But Washington Democrats are worried the surging left could end up costing the party seats in more centrist districts this fall — including the one that Eastman will now try to win back for her party. President Trump won the Omaha-based seat by 2 points in 2016, which now-GOP Rep. Don Bacon won by a similar margin.
“The only thing many national observers know about Eastman is that she beat a Blue Dog-endorsed former congressman while running to the left, so it’s pretty easy to caricature her as something like a progressive version of a tea partier. But like most caricatures, it would be inaccurate,” Daily Kos elections writer Jeff Singer wrote after Eastman’s win, adding that her support for progressive policies “are about where the Democratic base is now, and these policies tend to poll well with the larger public, too.”
During the primary campaign, Eastman highlighted the fact that she was the only candidate in the race backing single-payer health care. She also supports a higher minimum wage, an assault weapons ban and free tuition to state universities and colleges for families who earn less than $125,000 a year.
Eastman also focused a large part of her campaign on challenging the status quo, saying in a TV ad that she’s “tired of hearing that Democrats don’t have a backbone, that we don’t stand for anything.” Ashford’s defeat makes him the latest in a string of current and former lawmakers to lose primaries around the county amid voters’ frustration with Washington and Congress.

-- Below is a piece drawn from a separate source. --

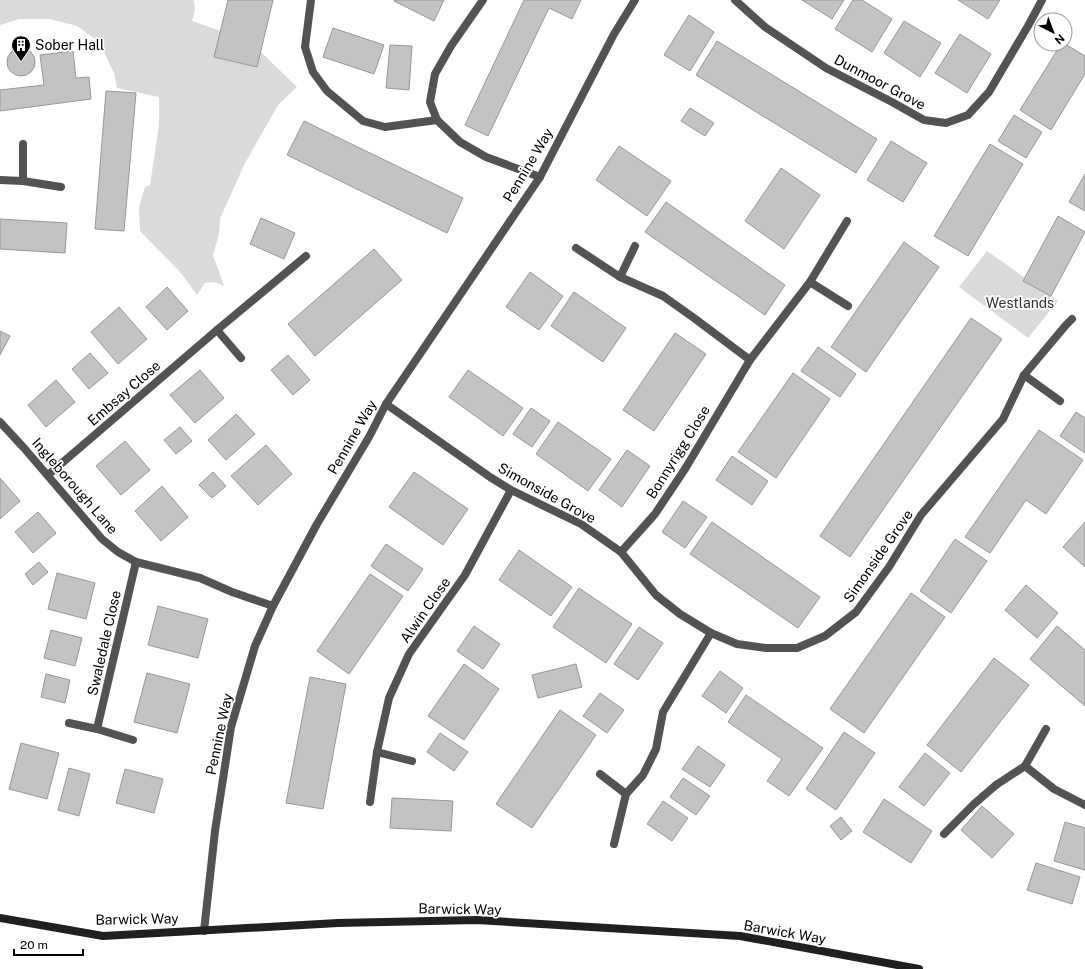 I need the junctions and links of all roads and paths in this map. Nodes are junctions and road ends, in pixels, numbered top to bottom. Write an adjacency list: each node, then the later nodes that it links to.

While progressives were in Eastman’s corner, the Democratic Congressional Campaign Committee (DCCC) elevated Ashford to its “Red to Blue” program, which highlights top candidates and provides financial and organizational support. Ashford was also backed by the centrist Blue Dog Coalition, which he belonged to in the House before losing the seat in 2016.
With the Red to Blue designation, the DCCC and party leaders have signaled that they believe candidates with moderate backgrounds are more poised for victory in the general.
In an interview with The Hill, Eastman pushed back on the narrative that a progressive candidate won’t fare well in November, arguing that her campaign helped get out voters.
“We continue to run conservative Democrats and they lose, so what we found in this campaign is so much enthusiasm, so much support that we really ignited the base,” Eastman said.
“One issue in the district is turnout, and part of that is we haven’t run a real progressive Democrat and I think this message is strong and will continue out through the general election.”
Eastman said that progressive icon Sen. Bernie Sanders (I-Vt.) called her the following morning to congratulate her, saying, she recalled, “I heard you upset the Democratic establishment.”
National Democrats appeared to rally behind Eastman after her win. DCCC spokesman Evan Lukaske released a statement highlighting Eastman’s record running a nonprofit and deep ties to the district, saying, “These primary results show Kara is running strong and she is well positioned to win this fall.”
But some Democrats remain fearful that she’ll have a tough time overcoming a Republican incumbent in the fall.
Eastman’s victory prompted some election handicappers to move the race toward the Republican. Sabato’s Crystal Ball at the University of Virginia shifted the race from “toss-up” to “lean Republican,” while noting that the Democrat still has a shot in November.
Still, others are downplaying the notion that Eastman will be a weaker general election candidate. While they acknowledge her liberal stances will be fodder for Republican attacks, they argue that Eastman can effectively put enough distance between herself and the nation’s capital.
“The verdict is still out whether our prospects in this district got better or worse because of the primary,” said Jesse Ferguson, a former top aide to the DCCC. “We got a more progressive candidate who is less tied to the problems of Washington. The benefit from that could outweigh any downsides.”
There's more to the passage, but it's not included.